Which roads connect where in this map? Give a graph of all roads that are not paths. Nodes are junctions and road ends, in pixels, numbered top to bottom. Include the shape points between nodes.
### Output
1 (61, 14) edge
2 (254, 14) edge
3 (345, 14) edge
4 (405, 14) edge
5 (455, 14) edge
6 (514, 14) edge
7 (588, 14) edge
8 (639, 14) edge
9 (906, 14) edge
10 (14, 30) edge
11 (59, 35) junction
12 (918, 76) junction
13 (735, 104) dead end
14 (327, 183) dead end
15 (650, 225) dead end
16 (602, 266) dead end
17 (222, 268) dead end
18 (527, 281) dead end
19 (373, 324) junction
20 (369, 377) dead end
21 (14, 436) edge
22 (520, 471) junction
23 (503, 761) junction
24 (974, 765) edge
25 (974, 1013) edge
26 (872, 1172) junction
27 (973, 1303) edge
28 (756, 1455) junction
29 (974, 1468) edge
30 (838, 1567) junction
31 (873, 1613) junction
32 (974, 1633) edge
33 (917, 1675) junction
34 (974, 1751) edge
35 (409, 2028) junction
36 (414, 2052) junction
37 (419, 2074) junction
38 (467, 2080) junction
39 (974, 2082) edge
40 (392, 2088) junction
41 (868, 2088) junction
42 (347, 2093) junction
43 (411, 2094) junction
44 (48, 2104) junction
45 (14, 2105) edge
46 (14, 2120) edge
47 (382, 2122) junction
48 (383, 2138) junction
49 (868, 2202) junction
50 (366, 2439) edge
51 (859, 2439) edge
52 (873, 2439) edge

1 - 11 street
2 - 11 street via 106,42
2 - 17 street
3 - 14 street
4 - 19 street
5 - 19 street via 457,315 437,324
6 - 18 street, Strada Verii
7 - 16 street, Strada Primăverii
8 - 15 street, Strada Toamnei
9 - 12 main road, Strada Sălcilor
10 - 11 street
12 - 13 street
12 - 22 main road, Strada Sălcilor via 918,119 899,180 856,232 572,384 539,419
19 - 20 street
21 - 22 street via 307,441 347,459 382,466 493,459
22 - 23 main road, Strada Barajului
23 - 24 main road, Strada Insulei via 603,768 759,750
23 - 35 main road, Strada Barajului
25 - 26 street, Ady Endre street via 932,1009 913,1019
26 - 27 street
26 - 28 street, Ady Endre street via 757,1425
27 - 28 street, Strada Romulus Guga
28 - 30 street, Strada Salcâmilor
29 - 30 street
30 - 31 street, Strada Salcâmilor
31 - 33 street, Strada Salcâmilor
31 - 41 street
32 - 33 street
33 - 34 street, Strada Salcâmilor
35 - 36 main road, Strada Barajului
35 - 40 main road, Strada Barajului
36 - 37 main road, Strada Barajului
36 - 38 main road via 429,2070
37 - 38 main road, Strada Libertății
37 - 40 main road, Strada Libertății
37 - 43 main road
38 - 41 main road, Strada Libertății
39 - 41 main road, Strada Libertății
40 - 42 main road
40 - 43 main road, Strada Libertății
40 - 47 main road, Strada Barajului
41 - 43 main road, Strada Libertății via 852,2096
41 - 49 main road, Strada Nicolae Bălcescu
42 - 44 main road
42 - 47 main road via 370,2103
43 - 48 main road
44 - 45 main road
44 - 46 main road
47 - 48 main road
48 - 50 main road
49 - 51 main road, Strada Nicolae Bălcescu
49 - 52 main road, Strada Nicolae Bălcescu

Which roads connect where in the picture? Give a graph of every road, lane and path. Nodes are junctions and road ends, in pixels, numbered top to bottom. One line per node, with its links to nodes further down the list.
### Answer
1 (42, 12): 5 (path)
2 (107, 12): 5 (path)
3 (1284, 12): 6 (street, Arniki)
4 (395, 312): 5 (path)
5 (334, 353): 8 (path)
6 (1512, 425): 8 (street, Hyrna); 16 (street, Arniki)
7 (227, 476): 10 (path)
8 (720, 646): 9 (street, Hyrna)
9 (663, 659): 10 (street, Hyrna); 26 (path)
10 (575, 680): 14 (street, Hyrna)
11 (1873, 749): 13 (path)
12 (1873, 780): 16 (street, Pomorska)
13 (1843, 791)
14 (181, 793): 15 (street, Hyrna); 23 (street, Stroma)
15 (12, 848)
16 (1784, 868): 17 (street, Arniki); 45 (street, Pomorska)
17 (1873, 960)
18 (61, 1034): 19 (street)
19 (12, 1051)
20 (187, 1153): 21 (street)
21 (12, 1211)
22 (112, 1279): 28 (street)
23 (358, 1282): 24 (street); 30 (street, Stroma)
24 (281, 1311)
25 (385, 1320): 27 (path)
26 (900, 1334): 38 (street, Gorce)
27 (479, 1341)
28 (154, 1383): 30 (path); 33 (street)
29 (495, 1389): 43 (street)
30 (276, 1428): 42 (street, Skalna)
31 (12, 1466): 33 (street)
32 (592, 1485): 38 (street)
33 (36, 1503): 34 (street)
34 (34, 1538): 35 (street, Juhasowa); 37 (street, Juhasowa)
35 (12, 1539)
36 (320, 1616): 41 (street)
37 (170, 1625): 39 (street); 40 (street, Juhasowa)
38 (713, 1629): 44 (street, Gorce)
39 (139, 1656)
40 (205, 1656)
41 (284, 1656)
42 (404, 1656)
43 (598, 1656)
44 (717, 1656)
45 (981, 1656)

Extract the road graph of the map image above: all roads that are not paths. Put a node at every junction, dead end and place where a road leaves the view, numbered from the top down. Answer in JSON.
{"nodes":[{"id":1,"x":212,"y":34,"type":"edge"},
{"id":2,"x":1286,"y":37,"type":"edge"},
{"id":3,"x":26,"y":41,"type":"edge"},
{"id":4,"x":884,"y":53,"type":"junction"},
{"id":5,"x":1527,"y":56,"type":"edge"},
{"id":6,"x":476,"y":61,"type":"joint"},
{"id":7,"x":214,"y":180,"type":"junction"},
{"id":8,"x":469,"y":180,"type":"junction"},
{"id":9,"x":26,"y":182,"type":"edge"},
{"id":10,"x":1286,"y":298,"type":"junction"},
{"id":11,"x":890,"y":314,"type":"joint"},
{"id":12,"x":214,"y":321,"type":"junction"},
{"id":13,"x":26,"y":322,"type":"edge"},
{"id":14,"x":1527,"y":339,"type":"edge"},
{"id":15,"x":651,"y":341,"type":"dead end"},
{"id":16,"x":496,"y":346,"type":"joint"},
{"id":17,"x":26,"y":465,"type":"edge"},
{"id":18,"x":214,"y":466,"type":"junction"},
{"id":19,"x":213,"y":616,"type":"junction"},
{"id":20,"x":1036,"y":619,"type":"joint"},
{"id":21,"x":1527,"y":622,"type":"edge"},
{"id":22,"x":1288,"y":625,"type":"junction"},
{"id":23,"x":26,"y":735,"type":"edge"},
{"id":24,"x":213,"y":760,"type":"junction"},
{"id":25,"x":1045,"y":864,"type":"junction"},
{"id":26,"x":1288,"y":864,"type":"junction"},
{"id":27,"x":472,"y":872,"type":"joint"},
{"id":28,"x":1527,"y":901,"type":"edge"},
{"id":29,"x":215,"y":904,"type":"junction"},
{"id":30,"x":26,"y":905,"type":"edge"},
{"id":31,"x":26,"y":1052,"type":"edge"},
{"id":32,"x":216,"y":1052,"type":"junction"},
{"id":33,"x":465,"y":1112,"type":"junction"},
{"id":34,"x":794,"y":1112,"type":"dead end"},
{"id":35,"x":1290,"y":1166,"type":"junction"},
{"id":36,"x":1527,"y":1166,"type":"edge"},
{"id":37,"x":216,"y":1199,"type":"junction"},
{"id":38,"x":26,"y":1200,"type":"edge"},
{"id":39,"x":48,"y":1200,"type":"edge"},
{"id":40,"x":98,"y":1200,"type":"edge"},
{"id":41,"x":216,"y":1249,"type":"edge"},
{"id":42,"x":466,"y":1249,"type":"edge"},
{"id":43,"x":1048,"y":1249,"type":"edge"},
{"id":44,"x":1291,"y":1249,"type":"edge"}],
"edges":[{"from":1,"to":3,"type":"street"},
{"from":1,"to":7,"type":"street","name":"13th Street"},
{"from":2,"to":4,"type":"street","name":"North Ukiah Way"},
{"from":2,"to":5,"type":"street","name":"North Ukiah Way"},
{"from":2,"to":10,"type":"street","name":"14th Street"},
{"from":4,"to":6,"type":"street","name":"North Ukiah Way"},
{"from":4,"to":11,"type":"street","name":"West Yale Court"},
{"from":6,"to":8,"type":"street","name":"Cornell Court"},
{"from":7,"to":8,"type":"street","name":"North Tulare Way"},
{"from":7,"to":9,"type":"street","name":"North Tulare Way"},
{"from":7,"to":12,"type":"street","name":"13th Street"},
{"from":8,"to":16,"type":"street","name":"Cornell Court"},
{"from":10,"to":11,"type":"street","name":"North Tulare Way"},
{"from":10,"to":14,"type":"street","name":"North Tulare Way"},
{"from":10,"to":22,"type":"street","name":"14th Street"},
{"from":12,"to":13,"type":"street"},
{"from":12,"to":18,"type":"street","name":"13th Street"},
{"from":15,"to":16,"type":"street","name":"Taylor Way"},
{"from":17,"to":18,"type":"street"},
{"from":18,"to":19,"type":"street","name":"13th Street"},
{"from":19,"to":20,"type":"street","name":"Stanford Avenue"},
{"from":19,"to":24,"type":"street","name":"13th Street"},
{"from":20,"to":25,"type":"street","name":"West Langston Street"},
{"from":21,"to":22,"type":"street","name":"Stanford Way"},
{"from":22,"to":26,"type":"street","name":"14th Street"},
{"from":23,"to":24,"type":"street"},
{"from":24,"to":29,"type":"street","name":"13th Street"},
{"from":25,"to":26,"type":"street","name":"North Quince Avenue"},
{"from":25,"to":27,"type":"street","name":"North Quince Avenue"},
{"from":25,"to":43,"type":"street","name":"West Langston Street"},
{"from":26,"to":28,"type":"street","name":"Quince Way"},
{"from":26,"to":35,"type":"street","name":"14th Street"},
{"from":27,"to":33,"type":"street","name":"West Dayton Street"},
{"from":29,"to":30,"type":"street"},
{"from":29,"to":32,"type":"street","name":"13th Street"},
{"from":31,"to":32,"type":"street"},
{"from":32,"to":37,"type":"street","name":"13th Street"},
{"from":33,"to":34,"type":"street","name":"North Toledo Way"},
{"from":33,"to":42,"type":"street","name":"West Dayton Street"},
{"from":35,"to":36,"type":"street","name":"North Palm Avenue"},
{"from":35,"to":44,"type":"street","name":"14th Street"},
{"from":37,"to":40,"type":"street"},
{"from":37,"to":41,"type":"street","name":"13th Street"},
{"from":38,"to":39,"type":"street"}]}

### [WHAT TO PRODUCE]
Only the number is needed here: how many lines of the records contain "Sălcilor"?

### [RESPONSE TO THE TASK]
2